• _ACTIVITY_
Set down exactly the lines of the listing below, please, beginning with the first and ending with the line that holds "Build a routing".

• _EXCERPTED DATA_

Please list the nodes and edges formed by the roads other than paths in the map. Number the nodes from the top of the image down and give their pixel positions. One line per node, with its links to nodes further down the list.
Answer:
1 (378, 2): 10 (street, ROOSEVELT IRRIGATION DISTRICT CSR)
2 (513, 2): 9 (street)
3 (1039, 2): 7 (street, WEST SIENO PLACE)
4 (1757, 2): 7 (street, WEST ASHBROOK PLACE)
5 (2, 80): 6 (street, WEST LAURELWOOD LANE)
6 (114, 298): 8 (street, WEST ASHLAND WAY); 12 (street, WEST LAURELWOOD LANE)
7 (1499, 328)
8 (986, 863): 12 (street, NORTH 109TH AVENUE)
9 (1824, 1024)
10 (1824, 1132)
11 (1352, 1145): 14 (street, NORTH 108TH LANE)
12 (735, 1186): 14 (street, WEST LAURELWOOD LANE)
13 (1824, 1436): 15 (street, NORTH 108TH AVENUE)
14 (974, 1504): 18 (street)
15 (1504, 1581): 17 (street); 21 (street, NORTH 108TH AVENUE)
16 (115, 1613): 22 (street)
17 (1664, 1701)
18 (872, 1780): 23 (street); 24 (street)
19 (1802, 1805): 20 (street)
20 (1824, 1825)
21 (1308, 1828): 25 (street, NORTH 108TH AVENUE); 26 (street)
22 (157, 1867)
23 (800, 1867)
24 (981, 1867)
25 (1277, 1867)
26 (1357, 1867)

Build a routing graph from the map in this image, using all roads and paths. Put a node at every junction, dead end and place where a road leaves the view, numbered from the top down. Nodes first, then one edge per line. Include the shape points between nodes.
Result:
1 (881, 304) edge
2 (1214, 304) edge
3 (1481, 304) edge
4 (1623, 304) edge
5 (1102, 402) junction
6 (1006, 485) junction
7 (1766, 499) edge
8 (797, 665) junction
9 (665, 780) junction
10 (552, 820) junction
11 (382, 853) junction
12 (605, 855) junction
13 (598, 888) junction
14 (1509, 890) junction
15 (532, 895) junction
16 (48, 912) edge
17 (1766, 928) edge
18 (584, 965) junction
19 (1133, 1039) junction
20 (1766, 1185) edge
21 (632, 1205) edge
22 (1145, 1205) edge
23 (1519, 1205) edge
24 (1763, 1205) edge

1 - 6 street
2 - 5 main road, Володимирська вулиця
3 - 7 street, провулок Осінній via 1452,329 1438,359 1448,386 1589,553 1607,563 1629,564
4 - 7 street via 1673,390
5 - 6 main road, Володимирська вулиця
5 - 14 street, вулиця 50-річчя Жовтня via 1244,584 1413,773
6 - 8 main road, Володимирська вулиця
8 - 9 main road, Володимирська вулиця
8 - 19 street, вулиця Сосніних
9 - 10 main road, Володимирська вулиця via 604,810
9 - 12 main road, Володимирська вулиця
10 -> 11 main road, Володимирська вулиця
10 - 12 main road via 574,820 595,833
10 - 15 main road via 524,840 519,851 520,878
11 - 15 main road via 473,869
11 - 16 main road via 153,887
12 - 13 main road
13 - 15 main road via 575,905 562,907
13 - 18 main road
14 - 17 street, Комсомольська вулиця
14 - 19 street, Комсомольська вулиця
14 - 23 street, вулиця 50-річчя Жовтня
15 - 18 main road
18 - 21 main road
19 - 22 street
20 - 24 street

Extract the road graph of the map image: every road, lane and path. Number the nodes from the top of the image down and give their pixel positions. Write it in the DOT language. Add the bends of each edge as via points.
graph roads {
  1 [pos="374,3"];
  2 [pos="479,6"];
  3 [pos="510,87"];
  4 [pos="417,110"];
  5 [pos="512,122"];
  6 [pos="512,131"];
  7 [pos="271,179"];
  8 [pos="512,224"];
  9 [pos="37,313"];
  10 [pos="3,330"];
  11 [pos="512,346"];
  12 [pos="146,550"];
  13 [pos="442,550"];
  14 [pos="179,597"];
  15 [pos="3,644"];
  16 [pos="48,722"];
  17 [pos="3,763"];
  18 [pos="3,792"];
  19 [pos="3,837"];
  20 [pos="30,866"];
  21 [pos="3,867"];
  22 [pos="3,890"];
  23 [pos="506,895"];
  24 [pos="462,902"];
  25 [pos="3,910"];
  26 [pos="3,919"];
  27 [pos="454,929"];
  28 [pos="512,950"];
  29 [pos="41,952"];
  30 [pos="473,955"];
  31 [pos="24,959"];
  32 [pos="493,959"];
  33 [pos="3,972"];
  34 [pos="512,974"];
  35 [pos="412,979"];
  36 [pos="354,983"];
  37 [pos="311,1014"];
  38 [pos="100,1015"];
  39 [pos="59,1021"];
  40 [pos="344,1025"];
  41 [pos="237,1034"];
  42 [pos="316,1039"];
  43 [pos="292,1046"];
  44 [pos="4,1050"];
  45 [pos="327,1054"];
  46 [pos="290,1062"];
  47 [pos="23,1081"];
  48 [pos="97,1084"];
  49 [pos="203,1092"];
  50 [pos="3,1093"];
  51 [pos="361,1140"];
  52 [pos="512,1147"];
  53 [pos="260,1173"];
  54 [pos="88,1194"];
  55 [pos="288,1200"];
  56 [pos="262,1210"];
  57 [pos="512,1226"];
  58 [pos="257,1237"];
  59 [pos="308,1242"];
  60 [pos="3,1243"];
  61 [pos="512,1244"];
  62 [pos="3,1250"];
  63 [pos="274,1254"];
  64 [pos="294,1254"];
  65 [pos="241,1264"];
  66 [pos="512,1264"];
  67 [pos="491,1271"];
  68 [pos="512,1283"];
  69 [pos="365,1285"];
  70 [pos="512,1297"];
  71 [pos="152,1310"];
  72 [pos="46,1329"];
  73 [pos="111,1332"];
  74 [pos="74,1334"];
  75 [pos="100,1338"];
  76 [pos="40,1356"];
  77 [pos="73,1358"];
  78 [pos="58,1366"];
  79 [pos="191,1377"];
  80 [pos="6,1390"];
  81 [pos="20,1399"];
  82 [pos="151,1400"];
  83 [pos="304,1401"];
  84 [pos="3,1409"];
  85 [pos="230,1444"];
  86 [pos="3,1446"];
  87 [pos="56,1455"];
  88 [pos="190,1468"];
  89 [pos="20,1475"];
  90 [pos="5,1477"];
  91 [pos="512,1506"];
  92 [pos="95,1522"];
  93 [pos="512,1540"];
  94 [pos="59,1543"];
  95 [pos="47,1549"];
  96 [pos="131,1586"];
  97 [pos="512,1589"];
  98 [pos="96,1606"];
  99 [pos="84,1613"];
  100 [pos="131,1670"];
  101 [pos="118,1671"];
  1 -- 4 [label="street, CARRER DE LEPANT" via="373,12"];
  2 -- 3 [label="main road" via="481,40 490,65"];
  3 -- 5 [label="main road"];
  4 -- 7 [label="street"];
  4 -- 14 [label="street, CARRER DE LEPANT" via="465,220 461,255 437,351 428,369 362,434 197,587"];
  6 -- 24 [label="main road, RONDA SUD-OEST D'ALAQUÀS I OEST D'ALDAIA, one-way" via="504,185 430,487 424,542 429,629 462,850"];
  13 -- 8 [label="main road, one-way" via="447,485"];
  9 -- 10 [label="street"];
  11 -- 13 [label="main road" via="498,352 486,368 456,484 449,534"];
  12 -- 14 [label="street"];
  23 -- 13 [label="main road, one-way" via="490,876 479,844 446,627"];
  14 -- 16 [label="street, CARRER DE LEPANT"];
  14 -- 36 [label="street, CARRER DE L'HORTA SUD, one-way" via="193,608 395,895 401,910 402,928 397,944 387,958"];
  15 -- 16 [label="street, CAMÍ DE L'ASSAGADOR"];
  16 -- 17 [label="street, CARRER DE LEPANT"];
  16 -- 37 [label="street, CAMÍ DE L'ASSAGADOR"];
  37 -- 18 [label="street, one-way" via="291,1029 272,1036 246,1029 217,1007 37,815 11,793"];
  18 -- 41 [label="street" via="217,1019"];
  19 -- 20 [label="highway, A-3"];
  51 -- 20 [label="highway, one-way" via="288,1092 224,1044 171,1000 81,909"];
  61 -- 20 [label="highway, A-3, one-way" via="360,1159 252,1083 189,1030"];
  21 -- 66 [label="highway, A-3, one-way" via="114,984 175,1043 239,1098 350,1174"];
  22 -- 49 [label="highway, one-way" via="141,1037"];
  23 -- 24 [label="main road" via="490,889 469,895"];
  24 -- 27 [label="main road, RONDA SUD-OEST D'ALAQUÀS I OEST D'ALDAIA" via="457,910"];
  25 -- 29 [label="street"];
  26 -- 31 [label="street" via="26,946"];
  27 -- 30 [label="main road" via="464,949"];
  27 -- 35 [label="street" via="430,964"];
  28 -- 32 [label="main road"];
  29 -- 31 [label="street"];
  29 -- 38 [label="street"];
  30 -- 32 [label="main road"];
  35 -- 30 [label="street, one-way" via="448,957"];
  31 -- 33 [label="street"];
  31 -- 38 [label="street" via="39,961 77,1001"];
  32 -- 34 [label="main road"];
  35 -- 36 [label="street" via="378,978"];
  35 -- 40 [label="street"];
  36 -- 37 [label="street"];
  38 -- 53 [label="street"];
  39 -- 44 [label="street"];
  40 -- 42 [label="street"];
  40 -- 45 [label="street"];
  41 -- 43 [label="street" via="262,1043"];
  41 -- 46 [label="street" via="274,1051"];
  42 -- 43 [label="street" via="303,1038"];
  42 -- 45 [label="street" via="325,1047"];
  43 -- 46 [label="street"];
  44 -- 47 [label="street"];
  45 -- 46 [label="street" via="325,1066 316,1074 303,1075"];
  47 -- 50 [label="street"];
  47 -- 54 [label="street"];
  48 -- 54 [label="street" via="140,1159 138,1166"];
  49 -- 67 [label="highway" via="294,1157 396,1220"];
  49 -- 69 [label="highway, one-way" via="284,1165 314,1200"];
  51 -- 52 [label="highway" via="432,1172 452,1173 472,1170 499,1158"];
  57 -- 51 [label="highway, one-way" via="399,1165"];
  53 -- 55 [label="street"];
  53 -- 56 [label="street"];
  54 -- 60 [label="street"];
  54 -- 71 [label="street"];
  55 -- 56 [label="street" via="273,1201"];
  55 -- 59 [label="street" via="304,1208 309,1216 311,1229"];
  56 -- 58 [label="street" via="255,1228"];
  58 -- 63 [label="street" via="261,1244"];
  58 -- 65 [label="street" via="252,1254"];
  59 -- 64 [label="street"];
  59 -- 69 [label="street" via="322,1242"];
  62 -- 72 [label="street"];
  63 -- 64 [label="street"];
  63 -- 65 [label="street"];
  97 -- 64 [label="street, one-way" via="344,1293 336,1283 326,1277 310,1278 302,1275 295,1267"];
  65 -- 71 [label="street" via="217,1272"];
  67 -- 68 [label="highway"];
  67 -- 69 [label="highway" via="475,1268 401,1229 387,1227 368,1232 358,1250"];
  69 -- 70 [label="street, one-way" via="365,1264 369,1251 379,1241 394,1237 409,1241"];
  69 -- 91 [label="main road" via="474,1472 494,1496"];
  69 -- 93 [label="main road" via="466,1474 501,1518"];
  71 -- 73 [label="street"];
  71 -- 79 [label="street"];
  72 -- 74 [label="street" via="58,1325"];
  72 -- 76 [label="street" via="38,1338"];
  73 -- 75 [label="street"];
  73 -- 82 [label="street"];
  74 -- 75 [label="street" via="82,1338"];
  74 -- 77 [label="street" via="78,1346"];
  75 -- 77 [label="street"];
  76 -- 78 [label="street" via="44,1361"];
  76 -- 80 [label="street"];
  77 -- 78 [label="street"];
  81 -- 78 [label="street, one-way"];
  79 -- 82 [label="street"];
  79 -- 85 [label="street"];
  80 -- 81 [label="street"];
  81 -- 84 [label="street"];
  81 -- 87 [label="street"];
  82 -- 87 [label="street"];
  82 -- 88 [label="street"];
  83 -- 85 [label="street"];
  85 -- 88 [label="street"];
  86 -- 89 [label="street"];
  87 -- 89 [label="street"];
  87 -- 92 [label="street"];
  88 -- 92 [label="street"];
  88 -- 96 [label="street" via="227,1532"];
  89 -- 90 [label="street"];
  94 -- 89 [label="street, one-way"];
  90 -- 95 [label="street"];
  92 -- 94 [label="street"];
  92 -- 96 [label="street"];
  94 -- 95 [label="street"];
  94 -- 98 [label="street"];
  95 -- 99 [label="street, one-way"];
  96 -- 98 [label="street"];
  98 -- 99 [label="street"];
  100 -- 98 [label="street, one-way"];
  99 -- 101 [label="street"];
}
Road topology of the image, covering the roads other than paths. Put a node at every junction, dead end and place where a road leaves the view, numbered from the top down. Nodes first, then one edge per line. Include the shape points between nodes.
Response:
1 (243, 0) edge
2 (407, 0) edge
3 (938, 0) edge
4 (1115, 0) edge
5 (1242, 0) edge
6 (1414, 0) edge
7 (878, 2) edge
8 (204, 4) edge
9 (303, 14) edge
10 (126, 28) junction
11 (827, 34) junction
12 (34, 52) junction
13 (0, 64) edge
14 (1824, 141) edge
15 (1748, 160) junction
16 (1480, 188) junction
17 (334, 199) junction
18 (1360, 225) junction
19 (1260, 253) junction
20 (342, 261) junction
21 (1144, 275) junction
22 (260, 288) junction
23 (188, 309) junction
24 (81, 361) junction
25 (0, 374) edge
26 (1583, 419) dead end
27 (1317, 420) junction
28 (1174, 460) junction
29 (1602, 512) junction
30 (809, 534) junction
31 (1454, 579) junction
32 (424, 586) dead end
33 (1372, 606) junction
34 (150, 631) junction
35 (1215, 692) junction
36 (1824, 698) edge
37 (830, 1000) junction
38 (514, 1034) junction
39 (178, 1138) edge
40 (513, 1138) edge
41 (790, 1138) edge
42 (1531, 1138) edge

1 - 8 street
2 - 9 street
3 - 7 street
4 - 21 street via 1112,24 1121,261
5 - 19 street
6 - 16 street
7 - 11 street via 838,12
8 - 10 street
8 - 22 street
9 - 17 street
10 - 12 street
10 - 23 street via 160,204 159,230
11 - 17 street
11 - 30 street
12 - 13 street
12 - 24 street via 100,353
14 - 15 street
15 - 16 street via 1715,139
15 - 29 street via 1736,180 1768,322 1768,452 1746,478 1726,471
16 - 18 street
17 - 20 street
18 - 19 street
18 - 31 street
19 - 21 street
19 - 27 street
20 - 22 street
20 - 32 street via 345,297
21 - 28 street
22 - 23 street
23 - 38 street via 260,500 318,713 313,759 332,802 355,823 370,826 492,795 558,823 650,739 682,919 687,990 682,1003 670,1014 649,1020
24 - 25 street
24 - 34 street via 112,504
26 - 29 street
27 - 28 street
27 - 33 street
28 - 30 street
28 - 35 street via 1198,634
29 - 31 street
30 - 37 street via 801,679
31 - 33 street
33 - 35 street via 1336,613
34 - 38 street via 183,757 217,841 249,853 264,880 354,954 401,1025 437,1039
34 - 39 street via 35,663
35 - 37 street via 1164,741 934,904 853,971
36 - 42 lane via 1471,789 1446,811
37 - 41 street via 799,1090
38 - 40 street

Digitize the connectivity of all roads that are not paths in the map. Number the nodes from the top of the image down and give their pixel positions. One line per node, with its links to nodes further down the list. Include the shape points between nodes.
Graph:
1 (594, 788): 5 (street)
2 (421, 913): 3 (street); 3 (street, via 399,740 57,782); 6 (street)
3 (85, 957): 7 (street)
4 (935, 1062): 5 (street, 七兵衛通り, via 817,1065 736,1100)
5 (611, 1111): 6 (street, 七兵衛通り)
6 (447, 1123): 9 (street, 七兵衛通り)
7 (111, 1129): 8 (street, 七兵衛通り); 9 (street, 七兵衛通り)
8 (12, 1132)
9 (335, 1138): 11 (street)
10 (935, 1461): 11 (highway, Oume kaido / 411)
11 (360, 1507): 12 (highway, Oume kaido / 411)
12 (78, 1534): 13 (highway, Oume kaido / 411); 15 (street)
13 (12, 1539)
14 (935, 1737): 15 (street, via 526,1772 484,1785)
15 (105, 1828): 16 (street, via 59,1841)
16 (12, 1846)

• _TASK ANSWER_
Please list the nodes and edges formed by the roads other than paths in the map. Number the nodes from the top of the image down and give their pixel positions. One line per node, with its links to nodes further down the list.
Answer:
1 (378, 2): 10 (street, ROOSEVELT IRRIGATION DISTRICT CSR)
2 (513, 2): 9 (street)
3 (1039, 2): 7 (street, WEST SIENO PLACE)
4 (1757, 2): 7 (street, WEST ASHBROOK PLACE)
5 (2, 80): 6 (street, WEST LAURELWOOD LANE)
6 (114, 298): 8 (street, WEST ASHLAND WAY); 12 (street, WEST LAURELWOOD LANE)
7 (1499, 328)
8 (986, 863): 12 (street, NORTH 109TH AVENUE)
9 (1824, 1024)
10 (1824, 1132)
11 (1352, 1145): 14 (street, NORTH 108TH LANE)
12 (735, 1186): 14 (street, WEST LAURELWOOD LANE)
13 (1824, 1436): 15 (street, NORTH 108TH AVENUE)
14 (974, 1504): 18 (street)
15 (1504, 1581): 17 (street); 21 (street, NORTH 108TH AVENUE)
16 (115, 1613): 22 (street)
17 (1664, 1701)
18 (872, 1780): 23 (street); 24 (street)
19 (1802, 1805): 20 (street)
20 (1824, 1825)
21 (1308, 1828): 25 (street, NORTH 108TH AVENUE); 26 (street)
22 (157, 1867)
23 (800, 1867)
24 (981, 1867)
25 (1277, 1867)
26 (1357, 1867)

Build a routing graph from the map in this image, using all roads and paths. Put a node at every junction, dead end and place where a road leaves the view, numbered from the top down. Nodes first, then one edge per line. Include the shape points between nodes.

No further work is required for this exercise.